■ WORK TASK: Search the entries for the word "above" and copy each line that has it.

[Dataset entries]
****************

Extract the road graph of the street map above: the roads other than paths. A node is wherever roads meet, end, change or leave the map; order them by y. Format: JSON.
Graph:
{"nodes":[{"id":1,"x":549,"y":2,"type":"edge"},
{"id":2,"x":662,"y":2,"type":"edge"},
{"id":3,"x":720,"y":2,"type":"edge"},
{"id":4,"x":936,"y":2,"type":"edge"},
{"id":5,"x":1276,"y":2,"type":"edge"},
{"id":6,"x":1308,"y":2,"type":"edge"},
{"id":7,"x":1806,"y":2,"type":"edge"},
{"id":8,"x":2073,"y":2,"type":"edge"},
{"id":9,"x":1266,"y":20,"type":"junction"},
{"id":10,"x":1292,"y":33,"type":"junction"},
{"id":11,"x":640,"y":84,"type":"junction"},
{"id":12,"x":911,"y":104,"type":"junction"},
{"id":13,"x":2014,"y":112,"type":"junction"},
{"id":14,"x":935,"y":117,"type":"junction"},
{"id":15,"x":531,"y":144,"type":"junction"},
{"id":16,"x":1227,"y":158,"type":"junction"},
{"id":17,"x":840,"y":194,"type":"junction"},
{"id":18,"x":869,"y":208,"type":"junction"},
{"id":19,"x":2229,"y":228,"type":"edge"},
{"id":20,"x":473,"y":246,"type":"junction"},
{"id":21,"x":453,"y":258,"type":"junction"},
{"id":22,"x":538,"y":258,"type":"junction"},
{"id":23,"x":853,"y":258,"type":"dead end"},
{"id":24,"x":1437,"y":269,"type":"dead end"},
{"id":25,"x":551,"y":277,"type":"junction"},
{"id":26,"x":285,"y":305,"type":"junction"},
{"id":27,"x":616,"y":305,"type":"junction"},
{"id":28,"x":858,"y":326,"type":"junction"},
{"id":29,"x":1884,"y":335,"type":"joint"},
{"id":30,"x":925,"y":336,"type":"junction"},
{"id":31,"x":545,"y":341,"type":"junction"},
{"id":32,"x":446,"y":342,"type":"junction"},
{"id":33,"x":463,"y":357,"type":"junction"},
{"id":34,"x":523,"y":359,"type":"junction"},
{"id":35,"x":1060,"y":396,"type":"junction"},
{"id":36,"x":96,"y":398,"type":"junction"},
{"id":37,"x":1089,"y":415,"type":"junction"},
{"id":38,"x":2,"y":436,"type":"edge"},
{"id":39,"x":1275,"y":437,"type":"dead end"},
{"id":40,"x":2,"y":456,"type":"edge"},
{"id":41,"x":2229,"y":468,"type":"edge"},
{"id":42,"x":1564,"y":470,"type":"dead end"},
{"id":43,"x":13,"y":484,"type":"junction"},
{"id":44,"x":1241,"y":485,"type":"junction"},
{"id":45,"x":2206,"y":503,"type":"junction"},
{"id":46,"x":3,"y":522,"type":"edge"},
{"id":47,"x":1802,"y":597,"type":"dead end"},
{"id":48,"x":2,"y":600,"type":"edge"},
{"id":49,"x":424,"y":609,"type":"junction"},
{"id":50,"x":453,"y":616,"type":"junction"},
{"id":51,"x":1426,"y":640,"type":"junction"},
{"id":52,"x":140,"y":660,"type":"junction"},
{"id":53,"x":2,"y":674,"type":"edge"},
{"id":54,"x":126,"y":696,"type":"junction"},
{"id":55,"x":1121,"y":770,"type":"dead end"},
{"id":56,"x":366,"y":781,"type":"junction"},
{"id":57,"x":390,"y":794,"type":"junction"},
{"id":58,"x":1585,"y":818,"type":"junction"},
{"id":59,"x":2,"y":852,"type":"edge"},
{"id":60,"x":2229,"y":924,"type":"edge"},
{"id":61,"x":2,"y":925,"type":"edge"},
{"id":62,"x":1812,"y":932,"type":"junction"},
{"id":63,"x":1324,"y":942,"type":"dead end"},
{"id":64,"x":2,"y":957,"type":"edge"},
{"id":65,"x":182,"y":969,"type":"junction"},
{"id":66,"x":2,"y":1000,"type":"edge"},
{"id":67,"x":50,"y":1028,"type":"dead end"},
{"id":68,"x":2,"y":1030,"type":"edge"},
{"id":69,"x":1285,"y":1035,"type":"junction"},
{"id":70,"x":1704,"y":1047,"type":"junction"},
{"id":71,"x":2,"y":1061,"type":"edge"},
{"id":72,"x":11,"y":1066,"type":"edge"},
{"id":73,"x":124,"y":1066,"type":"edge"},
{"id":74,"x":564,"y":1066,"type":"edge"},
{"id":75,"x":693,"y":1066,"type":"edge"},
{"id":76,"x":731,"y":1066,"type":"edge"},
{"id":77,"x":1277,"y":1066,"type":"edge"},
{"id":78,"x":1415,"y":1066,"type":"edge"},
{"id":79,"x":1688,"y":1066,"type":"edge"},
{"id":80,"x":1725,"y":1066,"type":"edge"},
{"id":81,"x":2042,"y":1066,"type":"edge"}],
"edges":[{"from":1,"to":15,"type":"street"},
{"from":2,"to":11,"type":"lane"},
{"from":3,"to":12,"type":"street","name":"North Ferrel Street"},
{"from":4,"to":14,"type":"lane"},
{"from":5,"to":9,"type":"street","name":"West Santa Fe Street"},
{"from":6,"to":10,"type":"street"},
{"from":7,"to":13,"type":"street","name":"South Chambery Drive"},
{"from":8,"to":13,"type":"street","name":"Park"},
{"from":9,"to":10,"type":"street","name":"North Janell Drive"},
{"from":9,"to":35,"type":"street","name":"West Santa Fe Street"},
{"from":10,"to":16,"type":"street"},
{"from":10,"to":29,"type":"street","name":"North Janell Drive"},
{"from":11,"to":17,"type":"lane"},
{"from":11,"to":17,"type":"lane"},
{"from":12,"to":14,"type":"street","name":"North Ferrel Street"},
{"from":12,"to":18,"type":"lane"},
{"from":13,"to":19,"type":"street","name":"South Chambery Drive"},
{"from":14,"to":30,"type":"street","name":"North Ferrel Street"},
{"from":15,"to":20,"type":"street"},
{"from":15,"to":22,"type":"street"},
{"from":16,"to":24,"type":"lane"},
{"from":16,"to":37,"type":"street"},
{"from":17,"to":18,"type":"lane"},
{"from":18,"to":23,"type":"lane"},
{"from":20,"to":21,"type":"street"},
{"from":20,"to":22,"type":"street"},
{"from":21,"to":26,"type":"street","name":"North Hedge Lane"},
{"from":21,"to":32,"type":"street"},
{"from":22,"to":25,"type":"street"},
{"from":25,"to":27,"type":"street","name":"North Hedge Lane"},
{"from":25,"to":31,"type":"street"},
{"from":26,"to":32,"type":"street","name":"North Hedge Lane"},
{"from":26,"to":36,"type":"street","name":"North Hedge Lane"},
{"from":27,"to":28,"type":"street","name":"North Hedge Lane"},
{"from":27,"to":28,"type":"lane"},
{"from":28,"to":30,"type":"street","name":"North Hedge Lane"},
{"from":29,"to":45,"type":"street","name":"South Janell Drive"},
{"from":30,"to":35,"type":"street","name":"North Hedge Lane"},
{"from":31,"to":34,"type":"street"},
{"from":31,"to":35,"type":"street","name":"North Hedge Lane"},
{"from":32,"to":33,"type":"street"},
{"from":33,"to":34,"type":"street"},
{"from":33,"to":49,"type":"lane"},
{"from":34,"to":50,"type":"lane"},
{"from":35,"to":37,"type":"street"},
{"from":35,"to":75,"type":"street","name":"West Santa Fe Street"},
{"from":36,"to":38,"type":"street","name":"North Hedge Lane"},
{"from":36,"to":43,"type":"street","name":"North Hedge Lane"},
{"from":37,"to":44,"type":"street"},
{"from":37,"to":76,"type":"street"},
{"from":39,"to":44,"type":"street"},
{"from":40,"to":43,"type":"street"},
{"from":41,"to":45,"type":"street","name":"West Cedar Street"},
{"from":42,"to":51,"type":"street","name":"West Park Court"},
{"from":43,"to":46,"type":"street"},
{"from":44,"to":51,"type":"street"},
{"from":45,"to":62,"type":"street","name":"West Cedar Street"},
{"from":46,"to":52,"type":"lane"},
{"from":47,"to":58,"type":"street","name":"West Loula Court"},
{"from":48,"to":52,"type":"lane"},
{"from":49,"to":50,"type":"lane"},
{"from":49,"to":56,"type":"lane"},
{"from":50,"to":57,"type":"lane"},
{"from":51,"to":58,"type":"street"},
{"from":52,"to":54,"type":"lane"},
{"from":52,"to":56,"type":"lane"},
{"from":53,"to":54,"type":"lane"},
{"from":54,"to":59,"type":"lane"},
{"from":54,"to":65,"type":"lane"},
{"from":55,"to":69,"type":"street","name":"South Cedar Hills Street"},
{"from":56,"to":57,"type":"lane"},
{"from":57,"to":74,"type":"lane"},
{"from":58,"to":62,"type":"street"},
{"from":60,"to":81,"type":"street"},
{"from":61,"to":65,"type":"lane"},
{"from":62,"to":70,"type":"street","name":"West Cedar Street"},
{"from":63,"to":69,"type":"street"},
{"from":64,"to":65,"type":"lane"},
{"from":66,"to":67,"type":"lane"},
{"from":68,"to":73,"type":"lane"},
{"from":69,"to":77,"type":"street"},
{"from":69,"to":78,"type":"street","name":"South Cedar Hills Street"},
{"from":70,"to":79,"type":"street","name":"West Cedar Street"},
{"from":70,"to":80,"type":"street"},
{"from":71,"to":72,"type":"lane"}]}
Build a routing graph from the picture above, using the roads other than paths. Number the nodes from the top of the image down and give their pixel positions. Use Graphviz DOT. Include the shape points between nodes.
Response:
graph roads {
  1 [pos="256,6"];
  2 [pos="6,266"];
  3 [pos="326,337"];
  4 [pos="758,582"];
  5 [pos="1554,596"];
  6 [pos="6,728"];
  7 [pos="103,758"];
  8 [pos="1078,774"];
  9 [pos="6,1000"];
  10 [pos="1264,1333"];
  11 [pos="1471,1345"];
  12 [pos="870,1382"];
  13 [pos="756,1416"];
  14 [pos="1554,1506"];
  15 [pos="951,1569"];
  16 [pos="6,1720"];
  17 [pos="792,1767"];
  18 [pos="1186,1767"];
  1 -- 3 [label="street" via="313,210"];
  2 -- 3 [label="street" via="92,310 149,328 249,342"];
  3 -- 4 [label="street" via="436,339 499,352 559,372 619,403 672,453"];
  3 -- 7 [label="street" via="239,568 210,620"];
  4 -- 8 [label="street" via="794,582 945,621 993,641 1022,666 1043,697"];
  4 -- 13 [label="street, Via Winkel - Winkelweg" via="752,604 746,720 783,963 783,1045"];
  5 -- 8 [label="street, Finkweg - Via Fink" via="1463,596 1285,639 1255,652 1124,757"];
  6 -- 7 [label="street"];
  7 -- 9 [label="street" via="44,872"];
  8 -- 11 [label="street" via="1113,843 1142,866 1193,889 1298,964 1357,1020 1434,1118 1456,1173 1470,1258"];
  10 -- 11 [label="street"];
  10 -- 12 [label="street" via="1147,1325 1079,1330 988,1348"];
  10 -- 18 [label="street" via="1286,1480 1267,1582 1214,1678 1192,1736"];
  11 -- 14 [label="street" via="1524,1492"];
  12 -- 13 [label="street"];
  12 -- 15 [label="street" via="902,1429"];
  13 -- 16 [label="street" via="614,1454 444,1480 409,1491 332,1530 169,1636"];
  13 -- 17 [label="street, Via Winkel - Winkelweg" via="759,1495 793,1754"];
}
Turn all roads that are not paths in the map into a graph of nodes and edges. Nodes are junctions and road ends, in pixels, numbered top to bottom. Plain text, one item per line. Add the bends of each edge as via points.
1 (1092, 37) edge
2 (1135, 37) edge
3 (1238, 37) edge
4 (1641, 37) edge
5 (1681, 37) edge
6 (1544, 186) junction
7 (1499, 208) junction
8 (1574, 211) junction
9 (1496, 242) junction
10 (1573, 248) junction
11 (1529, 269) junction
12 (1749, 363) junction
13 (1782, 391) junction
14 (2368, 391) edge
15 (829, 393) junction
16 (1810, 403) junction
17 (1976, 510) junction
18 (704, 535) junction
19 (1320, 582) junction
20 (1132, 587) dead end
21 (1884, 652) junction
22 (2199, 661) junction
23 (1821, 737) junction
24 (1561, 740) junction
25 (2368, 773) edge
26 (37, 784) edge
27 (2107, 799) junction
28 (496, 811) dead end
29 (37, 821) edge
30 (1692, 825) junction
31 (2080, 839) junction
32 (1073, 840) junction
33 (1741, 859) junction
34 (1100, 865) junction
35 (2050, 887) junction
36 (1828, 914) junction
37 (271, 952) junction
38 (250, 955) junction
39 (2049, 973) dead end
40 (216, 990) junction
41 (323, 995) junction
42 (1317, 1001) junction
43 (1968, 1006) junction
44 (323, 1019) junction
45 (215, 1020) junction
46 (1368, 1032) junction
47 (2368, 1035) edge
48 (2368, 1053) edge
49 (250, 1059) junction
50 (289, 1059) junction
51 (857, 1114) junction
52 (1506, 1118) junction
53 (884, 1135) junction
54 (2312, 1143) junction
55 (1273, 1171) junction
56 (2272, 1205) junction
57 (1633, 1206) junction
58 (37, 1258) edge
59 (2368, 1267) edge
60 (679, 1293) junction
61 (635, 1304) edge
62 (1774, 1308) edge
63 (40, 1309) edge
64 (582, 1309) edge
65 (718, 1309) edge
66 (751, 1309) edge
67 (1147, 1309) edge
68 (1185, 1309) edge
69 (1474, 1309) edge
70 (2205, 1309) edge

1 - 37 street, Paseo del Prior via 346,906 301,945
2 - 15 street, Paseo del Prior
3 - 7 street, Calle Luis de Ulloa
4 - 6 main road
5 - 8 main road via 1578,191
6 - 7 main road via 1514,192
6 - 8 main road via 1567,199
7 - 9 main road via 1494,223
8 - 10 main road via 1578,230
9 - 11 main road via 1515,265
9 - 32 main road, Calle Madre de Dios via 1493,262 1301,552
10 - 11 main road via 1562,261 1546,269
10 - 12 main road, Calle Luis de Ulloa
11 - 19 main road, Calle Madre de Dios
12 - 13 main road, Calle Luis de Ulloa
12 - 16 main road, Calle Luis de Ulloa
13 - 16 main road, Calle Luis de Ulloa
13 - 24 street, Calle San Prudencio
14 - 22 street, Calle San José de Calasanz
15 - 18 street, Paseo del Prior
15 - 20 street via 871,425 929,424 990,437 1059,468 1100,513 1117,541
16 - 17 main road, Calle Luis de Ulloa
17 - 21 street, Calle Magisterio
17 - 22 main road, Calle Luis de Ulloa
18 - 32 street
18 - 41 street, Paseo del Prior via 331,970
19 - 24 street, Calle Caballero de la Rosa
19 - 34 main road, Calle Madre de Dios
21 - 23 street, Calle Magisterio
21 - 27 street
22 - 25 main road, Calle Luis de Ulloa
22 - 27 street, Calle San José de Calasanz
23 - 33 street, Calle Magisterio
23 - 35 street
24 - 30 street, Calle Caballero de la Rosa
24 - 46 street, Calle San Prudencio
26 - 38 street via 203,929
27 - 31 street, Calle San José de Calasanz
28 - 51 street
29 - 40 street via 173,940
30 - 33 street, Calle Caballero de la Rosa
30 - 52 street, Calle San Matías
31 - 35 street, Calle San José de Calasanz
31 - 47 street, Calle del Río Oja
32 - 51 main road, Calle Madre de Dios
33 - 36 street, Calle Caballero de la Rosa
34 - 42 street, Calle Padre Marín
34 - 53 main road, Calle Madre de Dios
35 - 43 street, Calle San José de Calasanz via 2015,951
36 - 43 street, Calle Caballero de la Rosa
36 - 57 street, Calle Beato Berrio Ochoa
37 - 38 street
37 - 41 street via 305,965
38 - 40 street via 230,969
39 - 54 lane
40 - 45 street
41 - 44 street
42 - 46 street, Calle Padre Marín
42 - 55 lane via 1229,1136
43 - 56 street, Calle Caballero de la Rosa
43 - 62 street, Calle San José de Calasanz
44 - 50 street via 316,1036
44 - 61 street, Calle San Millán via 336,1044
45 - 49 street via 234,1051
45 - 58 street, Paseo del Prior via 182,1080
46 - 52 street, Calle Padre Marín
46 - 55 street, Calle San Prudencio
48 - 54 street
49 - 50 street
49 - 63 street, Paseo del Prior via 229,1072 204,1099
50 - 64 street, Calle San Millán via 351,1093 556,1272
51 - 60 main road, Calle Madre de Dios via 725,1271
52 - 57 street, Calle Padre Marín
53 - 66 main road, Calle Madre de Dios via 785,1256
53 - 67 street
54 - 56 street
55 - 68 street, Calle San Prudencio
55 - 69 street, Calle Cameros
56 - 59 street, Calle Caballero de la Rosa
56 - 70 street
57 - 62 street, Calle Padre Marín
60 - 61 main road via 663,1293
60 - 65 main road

****************

■ SOLUTION BELOW:
Extract the road graph of the street map above: the roads other than paths. A node is wherever roads meet, end, change or leave the map; order them by y. Format: JSON.
Build a routing graph from the picture above, using the roads other than paths. Number the nodes from the top of the image down and give their pixel positions. Use Graphviz DOT. Include the shape points between nodes.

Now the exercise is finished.